A new study led by researchers at the University of Pennsylvania has demonstrated the efficacy of a new universal flu vaccine. Having been proven impressively effective in animal tests, the team hopes to move the vaccine into human trials within the next couple of years.

The race to develop a safe and effective universal flu vaccine is speeding up, with a number of different research teams around the world currently working on possible targets. Some attempts are already in human trial stages, while others are still theoretical, but the vast number of different strategies being pursued suggest it isn't unreasonable to think we could have a workable, one-off universal influenza vaccine within five to 10 years.

The latest candidate, and one of the more promising, utilizes a novel process to confer broad immunity. Current flu vaccines are designed to target proteins on the surface of the influenza virus called hemagglutinin (HA). The unique fingerprint on the head of these proteins is what our current flu vaccines aim for, but these protein heads are rapid mutators, which is why we need to reformulate our flu vaccines every year.

A target that has been much more promising to researchers in recent years has been the HA protein stalk, instead of the head.
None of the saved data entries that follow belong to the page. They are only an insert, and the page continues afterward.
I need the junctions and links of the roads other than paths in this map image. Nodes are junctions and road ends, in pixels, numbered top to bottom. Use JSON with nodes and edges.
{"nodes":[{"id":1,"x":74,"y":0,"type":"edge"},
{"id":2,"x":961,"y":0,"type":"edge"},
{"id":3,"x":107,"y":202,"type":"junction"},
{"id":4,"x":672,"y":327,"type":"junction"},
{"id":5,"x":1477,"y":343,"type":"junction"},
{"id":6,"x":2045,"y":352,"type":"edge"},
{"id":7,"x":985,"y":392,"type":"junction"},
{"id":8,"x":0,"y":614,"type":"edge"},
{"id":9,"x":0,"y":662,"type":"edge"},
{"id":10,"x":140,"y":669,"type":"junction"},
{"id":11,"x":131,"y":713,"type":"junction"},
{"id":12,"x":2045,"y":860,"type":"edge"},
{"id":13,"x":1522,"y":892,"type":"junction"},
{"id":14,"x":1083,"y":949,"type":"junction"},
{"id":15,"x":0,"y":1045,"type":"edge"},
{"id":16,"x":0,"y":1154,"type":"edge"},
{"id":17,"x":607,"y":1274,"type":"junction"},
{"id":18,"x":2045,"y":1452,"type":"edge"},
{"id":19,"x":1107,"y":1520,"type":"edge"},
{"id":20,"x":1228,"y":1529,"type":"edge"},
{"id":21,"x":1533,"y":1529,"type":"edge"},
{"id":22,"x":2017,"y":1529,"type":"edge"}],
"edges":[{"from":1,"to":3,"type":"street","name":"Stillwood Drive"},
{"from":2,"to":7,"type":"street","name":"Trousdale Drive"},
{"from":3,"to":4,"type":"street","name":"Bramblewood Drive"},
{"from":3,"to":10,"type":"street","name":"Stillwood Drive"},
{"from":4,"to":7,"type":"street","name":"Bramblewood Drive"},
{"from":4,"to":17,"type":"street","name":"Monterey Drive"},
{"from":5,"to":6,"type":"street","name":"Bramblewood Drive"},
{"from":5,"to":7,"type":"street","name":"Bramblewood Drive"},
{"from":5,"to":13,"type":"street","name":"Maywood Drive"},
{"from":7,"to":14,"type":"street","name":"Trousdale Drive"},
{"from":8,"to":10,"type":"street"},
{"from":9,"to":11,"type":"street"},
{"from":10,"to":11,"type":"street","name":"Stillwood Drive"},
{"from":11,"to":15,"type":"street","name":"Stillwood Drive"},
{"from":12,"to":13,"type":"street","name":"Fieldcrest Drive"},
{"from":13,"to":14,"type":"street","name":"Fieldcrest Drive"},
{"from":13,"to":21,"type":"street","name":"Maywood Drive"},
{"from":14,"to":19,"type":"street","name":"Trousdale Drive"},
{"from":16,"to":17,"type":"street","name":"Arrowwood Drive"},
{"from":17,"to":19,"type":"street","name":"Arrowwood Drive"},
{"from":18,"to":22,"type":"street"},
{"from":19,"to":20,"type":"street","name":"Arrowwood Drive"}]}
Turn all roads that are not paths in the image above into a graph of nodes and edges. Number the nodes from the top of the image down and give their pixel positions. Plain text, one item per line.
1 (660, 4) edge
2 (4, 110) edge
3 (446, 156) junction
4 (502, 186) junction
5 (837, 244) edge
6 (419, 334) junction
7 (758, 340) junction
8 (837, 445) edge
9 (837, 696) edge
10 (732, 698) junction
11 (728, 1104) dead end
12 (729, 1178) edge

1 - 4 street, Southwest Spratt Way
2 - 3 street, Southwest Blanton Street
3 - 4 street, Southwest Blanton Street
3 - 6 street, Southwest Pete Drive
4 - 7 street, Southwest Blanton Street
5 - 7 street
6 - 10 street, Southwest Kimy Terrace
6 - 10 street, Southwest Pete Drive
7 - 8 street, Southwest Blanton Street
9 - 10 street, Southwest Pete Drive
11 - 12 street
The stalks of HA proteins do not vary from one flu subtype to another, making them a perfect target for a universal vaccine.

The new vaccine use mRNA molecules to house entire copies of influenza HA proteins. This method allows the body to absorb entire RNA molecules into immune system dendritic cells, meaning the HA proteins are subsequently produced from within those cells. This technique mimics a flu infection in a more effective way to hyper-stimulate an immune antibody response.

The early animal tests with the vaccine revealed it stimulated a profoundly strong antibody response that was particularly targeted towards the lower-stalk portion of HA proteins. The antibody responses persisted for over 30 weeks following two initial injections in mouse, ferret and rabbit experiments.

"When we first started testing this vaccine, we were blown away by the magnitude of the antibody response," says Scott Hensley, co-senior author on the new research. "If it works in humans even half as well as it does in mice, then the sky's the limit – it could be something that everyone uses in the future to protect themselves from the flu."

Earlier this year, a team from Georgia State University revealed successful research utilizing a similar approach. That method again demonstrated the efficacy of targeting HA stalks, encapsulating the entire molecule inside a tough double-layered nanoparticle. This newly proposed vaccine technique also uses nanoparticles to protect the immune system-triggering molecules.

The new vaccine is hoped to move to human clinical trials within the next two years. Many of these developments do have the capacity to stall or fail at the human trial point but there are currently just so many different strategies in the works for a universal flu vaccine that it isn't a stretch to imagine one hitting the market within the next decade.

The new research is published in the journal Nature Communications.